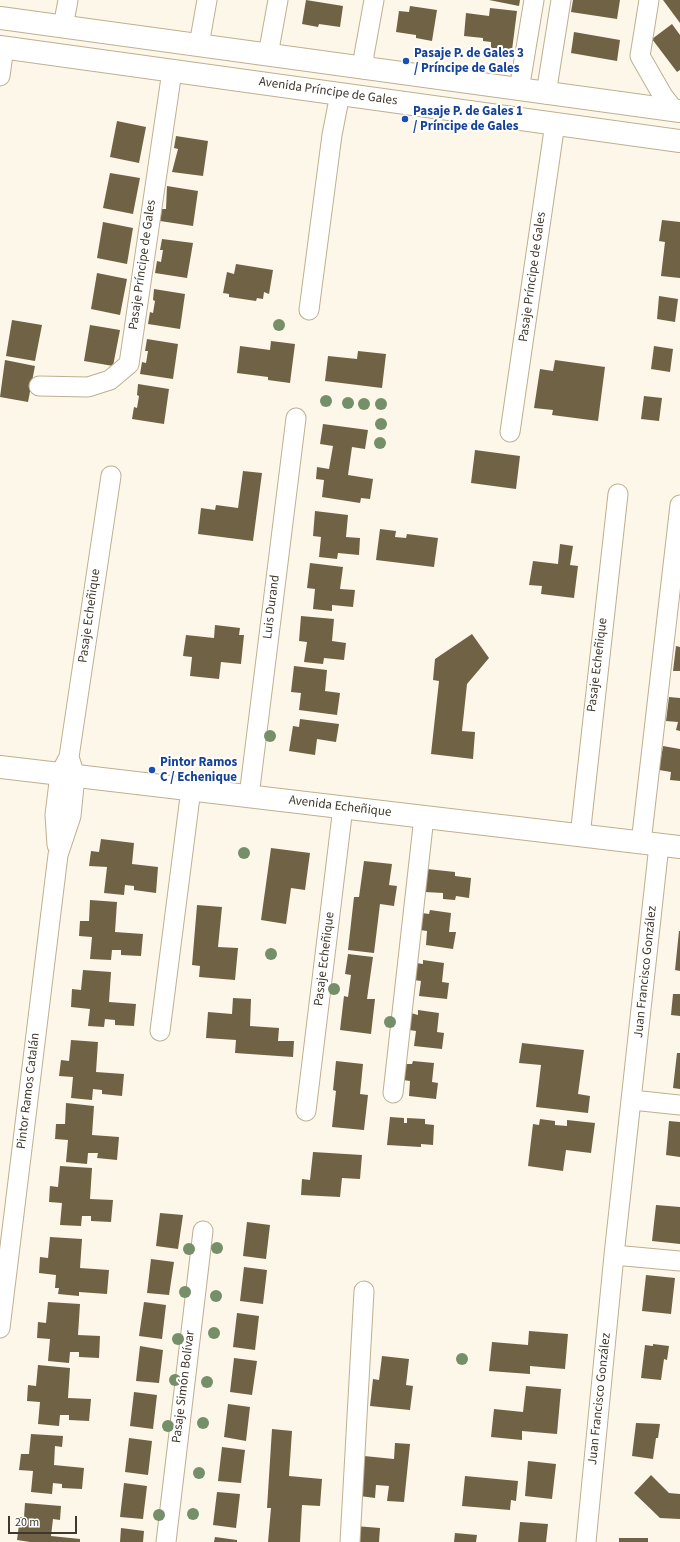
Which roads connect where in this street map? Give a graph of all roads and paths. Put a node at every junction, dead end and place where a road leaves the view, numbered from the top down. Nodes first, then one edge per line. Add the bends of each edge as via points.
1 (68, 0) edge
2 (206, 0) edge
3 (278, 0) edge
4 (374, 0) edge
5 (534, 0) edge
6 (561, 0) edge
7 (649, 0) edge
8 (0, 18) edge
9 (63, 27) junction
10 (199, 46) junction
11 (2, 47) edge
12 (268, 55) junction
13 (364, 69) junction
14 (172, 71) junction
15 (0, 76) edge
16 (519, 90) junction
17 (340, 94) junction
18 (546, 94) junction
19 (677, 111) edge
20 (555, 124) junction
21 (680, 141) edge
22 (308, 310) dead end
23 (39, 386) dead end
24 (296, 418) dead end
25 (510, 432) dead end
26 (111, 476) dead end
27 (618, 494) dead end
28 (680, 505) edge
29 (0, 767) edge
30 (68, 769) junction
31 (191, 790) junction
32 (249, 796) junction
33 (343, 807) junction
34 (424, 817) junction
35 (580, 836) junction
36 (660, 845) edge
37 (160, 1031) dead end
38 (393, 1093) dead end
39 (632, 1100) junction
40 (680, 1105) edge
41 (306, 1111) dead end
42 (203, 1231) dead end
43 (614, 1255) junction
44 (680, 1261) edge
45 (364, 1291) dead end
46 (0, 1328) edge
47 (166, 1542) edge
48 (350, 1542) edge
49 (586, 1542) edge

1 - 9 street
2 - 10 street
3 - 12 street
4 - 13 street via 364,55
5 - 16 street
6 - 18 street
7 - 19 street via 640,56
8 - 9 main road
9 - 10 main road
10 - 12 main road
11 - 14 main road, Avenida Príncipe de Gales
11 - 15 street
12 - 13 main road
13 - 16 main road
14 - 17 main road, Avenida Príncipe de Gales
14 - 23 street, Pasaje Príncipe de Gales via 129,364 110,380 88,387
16 - 18 main road
17 - 20 main road, Avenida Príncipe de Gales
17 - 22 street
18 - 19 main road
20 - 21 main road, Avenida Príncipe de Gales
20 - 25 street, Pasaje Príncipe de Gales
24 - 32 street, Luis Durand
26 - 30 street, Pasaje Echeñique
27 - 35 street, Pasaje Echeñique
28 - 36 street
29 - 30 main road, Avenida Echeñique
30 - 31 main road, Avenida Echeñique
30 - 46 street, Pintor Ramos Catalán via 71,816 58,855
31 - 32 main road, Avenida Echeñique
31 - 37 street
32 - 33 main road, Avenida Echeñique
33 - 34 main road, Avenida Echeñique
33 - 41 street, Pasaje Echeñique
34 - 35 main road, Avenida Echeñique
34 - 38 street
35 - 36 main road, Avenida Echeñique
36 - 39 street, Juan Francisco González
39 - 40 street
39 - 43 street, Juan Francisco González
42 - 47 street, Pasaje Simón Bolívar
43 - 44 street
43 - 49 street, Juan Francisco González
45 - 48 street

+++

ASSIGNMENT: Find the lines above that hold "dead", then copy each of them.

TASK RESULT:
Which roads connect where in this street map? Give a graph of all roads and paths. Put a node at every junction, dead end and place where a road leaves the view, numbered from the top down. Nodes first, then one edge per line. Add the bends of each edge as via points.
22 (308, 310) dead end
23 (39, 386) dead end
24 (296, 418) dead end
25 (510, 432) dead end
26 (111, 476) dead end
27 (618, 494) dead end
37 (160, 1031) dead end
38 (393, 1093) dead end
41 (306, 1111) dead end
42 (203, 1231) dead end
45 (364, 1291) dead end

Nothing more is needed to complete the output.